* How to complete this task *
Everything in the listing should be restated word for word.

### Supplied records ###

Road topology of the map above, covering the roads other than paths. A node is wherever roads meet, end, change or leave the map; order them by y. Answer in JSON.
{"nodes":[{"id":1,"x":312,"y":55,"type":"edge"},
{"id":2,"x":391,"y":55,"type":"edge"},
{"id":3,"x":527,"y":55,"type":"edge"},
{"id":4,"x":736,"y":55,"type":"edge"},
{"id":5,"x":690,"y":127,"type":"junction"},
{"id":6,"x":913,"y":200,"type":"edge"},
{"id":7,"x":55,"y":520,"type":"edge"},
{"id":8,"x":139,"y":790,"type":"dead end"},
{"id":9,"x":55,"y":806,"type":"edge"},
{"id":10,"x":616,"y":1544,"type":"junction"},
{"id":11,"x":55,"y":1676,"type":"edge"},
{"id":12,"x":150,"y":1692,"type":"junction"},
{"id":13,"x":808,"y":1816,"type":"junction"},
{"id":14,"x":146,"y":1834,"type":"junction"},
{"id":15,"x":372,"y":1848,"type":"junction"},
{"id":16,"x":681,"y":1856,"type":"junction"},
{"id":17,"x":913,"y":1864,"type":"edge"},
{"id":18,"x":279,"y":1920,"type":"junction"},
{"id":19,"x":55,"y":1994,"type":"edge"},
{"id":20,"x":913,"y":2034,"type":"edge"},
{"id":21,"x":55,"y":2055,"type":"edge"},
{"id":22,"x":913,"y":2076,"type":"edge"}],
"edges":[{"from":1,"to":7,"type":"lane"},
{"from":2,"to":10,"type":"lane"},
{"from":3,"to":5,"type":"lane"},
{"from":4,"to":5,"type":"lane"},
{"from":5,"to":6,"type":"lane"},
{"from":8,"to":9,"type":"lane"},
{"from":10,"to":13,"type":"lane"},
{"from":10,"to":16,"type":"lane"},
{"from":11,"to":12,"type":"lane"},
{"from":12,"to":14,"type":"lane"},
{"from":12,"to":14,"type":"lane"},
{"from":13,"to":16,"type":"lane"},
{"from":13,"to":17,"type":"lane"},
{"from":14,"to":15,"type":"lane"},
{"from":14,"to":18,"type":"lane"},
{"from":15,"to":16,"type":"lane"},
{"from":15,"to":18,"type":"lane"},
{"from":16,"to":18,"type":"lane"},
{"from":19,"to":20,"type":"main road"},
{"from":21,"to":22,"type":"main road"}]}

###

* Solution to the problem *
Road topology of the map above, covering the roads other than paths. A node is wherever roads meet, end, change or leave the map; order them by y. Answer in JSON.
{"nodes":[{"id":1,"x":312,"y":55,"type":"edge"},
{"id":2,"x":391,"y":55,"type":"edge"},
{"id":3,"x":527,"y":55,"type":"edge"},
{"id":4,"x":736,"y":55,"type":"edge"},
{"id":5,"x":690,"y":127,"type":"junction"},
{"id":6,"x":913,"y":200,"type":"edge"},
{"id":7,"x":55,"y":520,"type":"edge"},
{"id":8,"x":139,"y":790,"type":"dead end"},
{"id":9,"x":55,"y":806,"type":"edge"},
{"id":10,"x":616,"y":1544,"type":"junction"},
{"id":11,"x":55,"y":1676,"type":"edge"},
{"id":12,"x":150,"y":1692,"type":"junction"},
{"id":13,"x":808,"y":1816,"type":"junction"},
{"id":14,"x":146,"y":1834,"type":"junction"},
{"id":15,"x":372,"y":1848,"type":"junction"},
{"id":16,"x":681,"y":1856,"type":"junction"},
{"id":17,"x":913,"y":1864,"type":"edge"},
{"id":18,"x":279,"y":1920,"type":"junction"},
{"id":19,"x":55,"y":1994,"type":"edge"},
{"id":20,"x":913,"y":2034,"type":"edge"},
{"id":21,"x":55,"y":2055,"type":"edge"},
{"id":22,"x":913,"y":2076,"type":"edge"}],
"edges":[{"from":1,"to":7,"type":"lane"},
{"from":2,"to":10,"type":"lane"},
{"from":3,"to":5,"type":"lane"},
{"from":4,"to":5,"type":"lane"},
{"from":5,"to":6,"type":"lane"},
{"from":8,"to":9,"type":"lane"},
{"from":10,"to":13,"type":"lane"},
{"from":10,"to":16,"type":"lane"},
{"from":11,"to":12,"type":"lane"},
{"from":12,"to":14,"type":"lane"},
{"from":12,"to":14,"type":"lane"},
{"from":13,"to":16,"type":"lane"},
{"from":13,"to":17,"type":"lane"},
{"from":14,"to":15,"type":"lane"},
{"from":14,"to":18,"type":"lane"},
{"from":15,"to":16,"type":"lane"},
{"from":15,"to":18,"type":"lane"},
{"from":16,"to":18,"type":"lane"},
{"from":19,"to":20,"type":"main road"},
{"from":21,"to":22,"type":"main road"}]}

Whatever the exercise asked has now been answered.